そして、大勢の役者のうちの2人が、こっそりと目配せをしたというような演技を、アップで割り付けることによって全ての観客に気づかせることもできる。

そういう効果がほしくて、三浦大輔はこの自作の戯曲を映画化したかったのかなあ、などと思った。

脚本自体には言うまでもなく巧さがあり、構成もしっかりしているし、細かなくすぐりもあり(最初に出てきた飲み物がカルピスであったところにいきなり笑ってしまった)、結構人が嫌がるところを取り上げた面もある。

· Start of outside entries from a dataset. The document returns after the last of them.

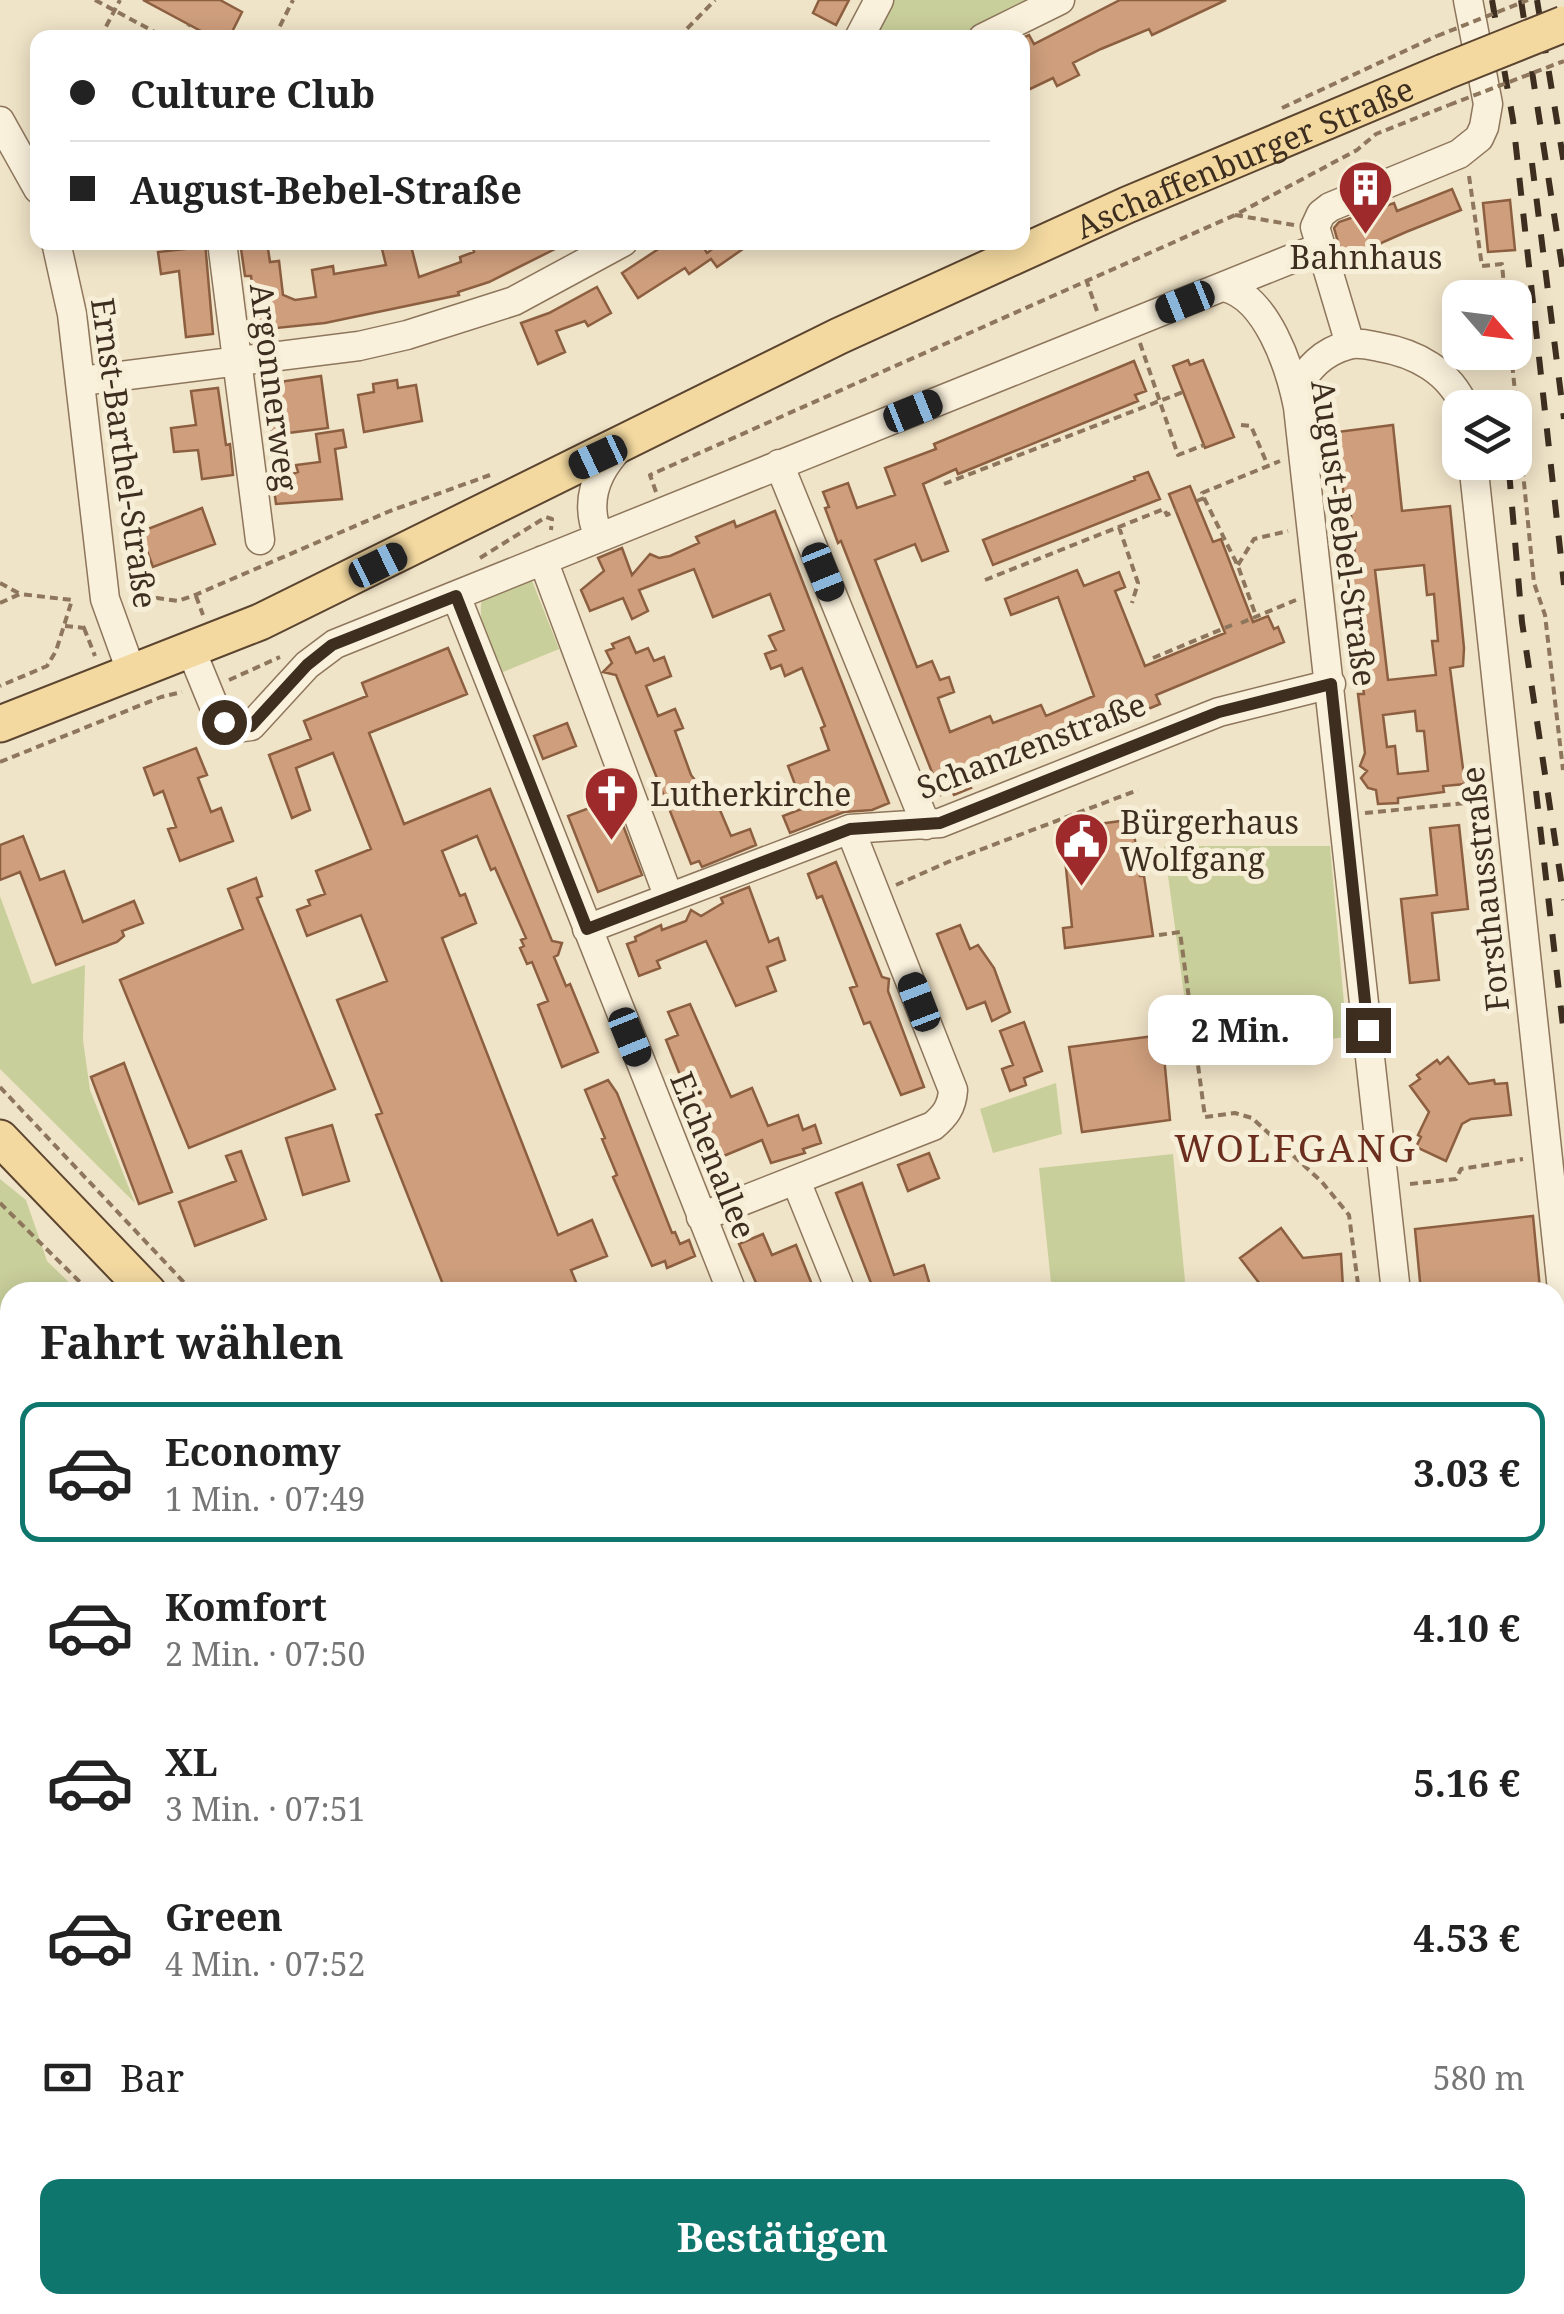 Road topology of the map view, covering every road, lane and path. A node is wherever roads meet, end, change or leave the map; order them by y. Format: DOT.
graph roads {
  1 [pos="94,0"];
  2 [pos="120,0"];
  3 [pos="293,0"];
  4 [pos="716,0"];
  5 [pos="879,0"];
  6 [pos="1060,0"];
  7 [pos="1468,0"];
  8 [pos="1528,0"];
  9 [pos="114,10"];
  10 [pos="189,24"];
  11 [pos="1564,24"];
  12 [pos="104,30"];
  13 [pos="151,30"];
  14 [pos="186,30"];
  15 [pos="278,30"];
  16 [pos="686,30"];
  17 [pos="863,30"];
  18 [pos="1000,30"];
  19 [pos="1437,36"];
  20 [pos="1564,60"];
  21 [pos="1446,89"];
  22 [pos="0,121"];
  23 [pos="1459,154"];
  24 [pos="30,175"];
  25 [pos="1235,215"];
  26 [pos="1318,237"];
  27 [pos="58,250"];
  28 [pos="223,250"];
  29 [pos="609,250"];
  30 [pos="1029,250"];
  31 [pos="1030,250"];
  32 [pos="1086,279"];
  33 [pos="1503,280"];
  34 [pos="1224,286"];
  35 [pos="1134,322"];
  36 [pos="1105,334"];
  37 [pos="1350,344"];
  38 [pos="235,361"];
  39 [pos="1512,370"];
  40 [pos="80,381"];
  41 [pos="1294,389"];
  42 [pos="1456,390"];
  43 [pos="1183,392"];
  44 [pos="1160,400"];
  45 [pos="1241,424"];
  46 [pos="1204,445"];
  47 [pos="621,446"];
  48 [pos="1303,451"];
  49 [pos="778,464"];
  50 [pos="1268,466"];
  51 [pos="650,475"];
  52 [pos="1475,480"];
  53 [pos="473,483"];
  54 [pos="944,484"];
  55 [pos="1204,498"];
  56 [pos="1196,502"];
  57 [pos="1176,510"];
  58 [pos="1312,526"];
  59 [pos="1119,527"];
  60 [pos="523,532"];
  61 [pos="537,532"];
  62 [pos="550,532"];
  63 [pos="599,537"];
  64 [pos="260,540"];
  65 [pos="543,560"];
  66 [pos="466,566"];
  67 [pos="1238,566"];
  68 [pos="985,580"];
  69 [pos="0,583"];
  70 [pos="1320,591"];
  71 [pos="20,594"];
  72 [pos="456,596"];
  73 [pos="0,603"];
  74 [pos="1132,604"];
  75 [pos="1256,616"];
  76 [pos="110,617"];
  77 [pos="1241,624"];
  78 [pos="1232,625"];
  79 [pos="190,650"];
  80 [pos="1154,658"];
  81 [pos="132,672"];
  82 [pos="1331,684"];
  83 [pos="0,686"];
  84 [pos="206,687"];
  85 [pos="0,724"];
  86 [pos="0,762"];
  87 [pos="1563,770"];
  88 [pos="1138,790"];
  89 [pos="1509,799"];
  90 [pos="1345,815"];
  91 [pos="926,825"];
  92 [pos="850,829"];
  93 [pos="876,894"];
  94 [pos="670,898"];
  95 [pos="587,929"];
  96 [pos="1159,934"];
  97 [pos="0,1088"];
  98 [pos="0,1138"];
  99 [pos="1548,1155"];
  100 [pos="796,1182"];
  101 [pos="1385,1186"];
  102 [pos="0,1203"];
  103 [pos="701,1218"];
  104 [pos="80,1282"];
  105 [pos="138,1282"];
  106 [pos="184,1282"];
  107 [pos="728,1282"];
  108 [pos="837,1282"];
  109 [pos="1359,1282"];
  110 [pos="1395,1282"];
  111 [pos="1561,1282"];
  1 -- 9 [label="path"];
  2 -- 9 [label="path"];
  3 -- 15 [label="path"];
  4 -- 16 [label="path"];
  5 -- 17 [label="street"];
  6 -- 18 [label="street"];
  7 -- 23 [label="street"];
  8 -- 19 [label="path, bridge"];
  9 -- 12 [label="path"];
  9 -- 13 [label="path"];
  10 -- 14 [label="path"];
  11 -- 21 [label="main road, Aschaffenburger Straße, bridge"];
  20 -- 21 [label="path, bridge"];
  21 -- 25 [label="path"];
  21 -- 31 [label="main road, Aschaffenburger Straße"];
  22 -- 24 [label="street"];
  23 -- 26 [label="street"];
  23 -- 33 [label="path"];
  25 -- 26 [label="path"];
  25 -- 32 [label="path"];
  26 -- 34 [label="street"];
  26 -- 37 [label="street"];
  27 -- 40 [label="street, Ernst-Barthel-Straße"];
  28 -- 38 [label="street, Argonnerweg"];
  29 -- 38 [label="street"];
  30 -- 47 [label="main road, Aschaffenburger Straße"];
  32 -- 36 [label="path"];
  32 -- 51 [label="path"];
  34 -- 35 [label="street"];
  34 -- 41 [label="street, August-Bebel-Straße"];
  35 -- 36 [label="street"];
  35 -- 44 [label="path"];
  36 -- 49 [label="street"];
  37 -- 41 [label="street"];
  37 -- 42 [label="street"];
  38 -- 40 [label="street"];
  38 -- 64 [label="street, Argonnerweg"];
  39 -- 87 [label="path"];
  40 -- 76 [label="street, Ernst-Barthel-Straße"];
  41 -- 48 [label="street, August-Bebel-Straße"];
  43 -- 44 [label="path"];
  44 -- 46 [label="path"];
  44 -- 54 [label="path"];
  45 -- 50 [label="path"];
  47 -- 63 [label="street"];
  47 -- 79 [label="main road, Aschaffenburger Straße"];
  48 -- 50 [label="path"];
  48 -- 58 [label="street, August-Bebel-Straße"];
  49 -- 63 [label="street"];
  49 -- 91 [label="street"];
  50 -- 55 [label="path"];
  52 -- 89 [label="street, Forsthausstraße"];
  53 -- 76 [label="path"];
  55 -- 56 [label="path"];
  55 -- 67 [label="path"];
  57 -- 59 [label="path"];
  58 -- 67 [label="path"];
  58 -- 70 [label="street, August-Bebel-Straße"];
  59 -- 68 [label="path"];
  59 -- 74 [label="path"];
  60 -- 61 [label="path"];
  60 -- 62 [label="path"];
  60 -- 66 [label="path"];
  63 -- 65 [label="street"];
  65 -- 72 [label="street"];
  65 -- 94 [label="street"];
  67 -- 75 [label="path"];
  69 -- 71 [label="path"];
  70 -- 75 [label="path"];
  70 -- 82 [label="street, August-Bebel-Straße"];
  71 -- 73 [label="path"];
  71 -- 83 [label="path"];
  72 -- 84 [label="street"];
  72 -- 95 [label="street, Eichenallee"];
  75 -- 77 [label="path"];
  76 -- 81 [label="street, Ernst-Barthel-Straße"];
  78 -- 80 [label="path"];
  79 -- 81 [label="main road, Aschaffenburger Straße"];
  79 -- 84 [label="street"];
  81 -- 85 [label="main road, Aschaffenburger Straße"];
  82 -- 90 [label="street, August-Bebel-Straße"];
  82 -- 91 [label="street, Schanzenstraße"];
  84 -- 86 [label="path"];
  88 -- 93 [label="path"];
  89 -- 90 [label="path"];
  89 -- 99 [label="street, Forsthausstraße"];
  90 -- 101 [label="street, August-Bebel-Straße"];
  91 -- 92 [label="street, Schanzenstraße"];
  92 -- 93 [label="street"];
  92 -- 94 [label="street, Schanzenstraße"];
  93 -- 100 [label="street"];
  94 -- 95 [label="street, Schanzenstraße"];
  95 -- 103 [label="street, Eichenallee"];
  96 -- 109 [label="path"];
  97 -- 106 [label="path"];
  98 -- 105 [label="main road"];
  99 -- 101 [label="path"];
  99 -- 111 [label="street, Forsthausstraße"];
  100 -- 103 [label="street"];
  100 -- 108 [label="street"];
  101 -- 110 [label="street, August-Bebel-Straße"];
  102 -- 104 [label="path"];
  103 -- 107 [label="street, Eichenallee"];
}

ただ、性に対する意識というのは本当に人それぞれ、千差万別なのであって、人によってはこの映画を見て「本当に痛いところを突かれた」と感じる人もいるのだろうが、僕はそういうことはなかった。

池松壮亮、滝藤賢一、新井浩文、柄本時生(以上はクラブに来た客)、田中哲司(クラブの店長)、窪塚洋介(クラブの従業員)と、男性は結構名の通った役者を揃えているが、女性のほうは門脇麦、中村映里子、三津谷葉子と、いずれも頭の片隅に名前の記憶はあるのだが、うまく思い出せないようなやや小粒なキャストである。

ただ、この3人は非常に良い演技をしていた。そうか、中村映里子は『カケラ』の主演の子か、と終わってから思い出した。

そして、もうひとりの男性客になったデブ男は一体何者かと思ったら、『SR サイタマノラッパー』でダメなニート・ラッパーを演じていた駒木根隆介であった。

で、終わってパンフレットを読んで初めて、三浦大輔が『ボーイズ・オン・ザ・ラン』の監督であったことに気づいた。

そうか、あれはめちゃくちゃに良い映画だった。うん、そう思って比較してみると、原作のある『ボーイズ・オン・ザ・ラン』に比べて、三浦オリジナルのこっちのほうは、少し「知が勝ちすぎた」感じで、小粒でおとなしいものになった気がする。

ストーリーの閉じ方と言い、非常に余韻もあり後口の良い映画であったとは思うが…。ただ、映像的な面白さに欠ける気はした。交わっている4組の男女の真上をカメラが回り、クラシック音楽が被ってくるなどという演出は、ちょっと余計な気もした。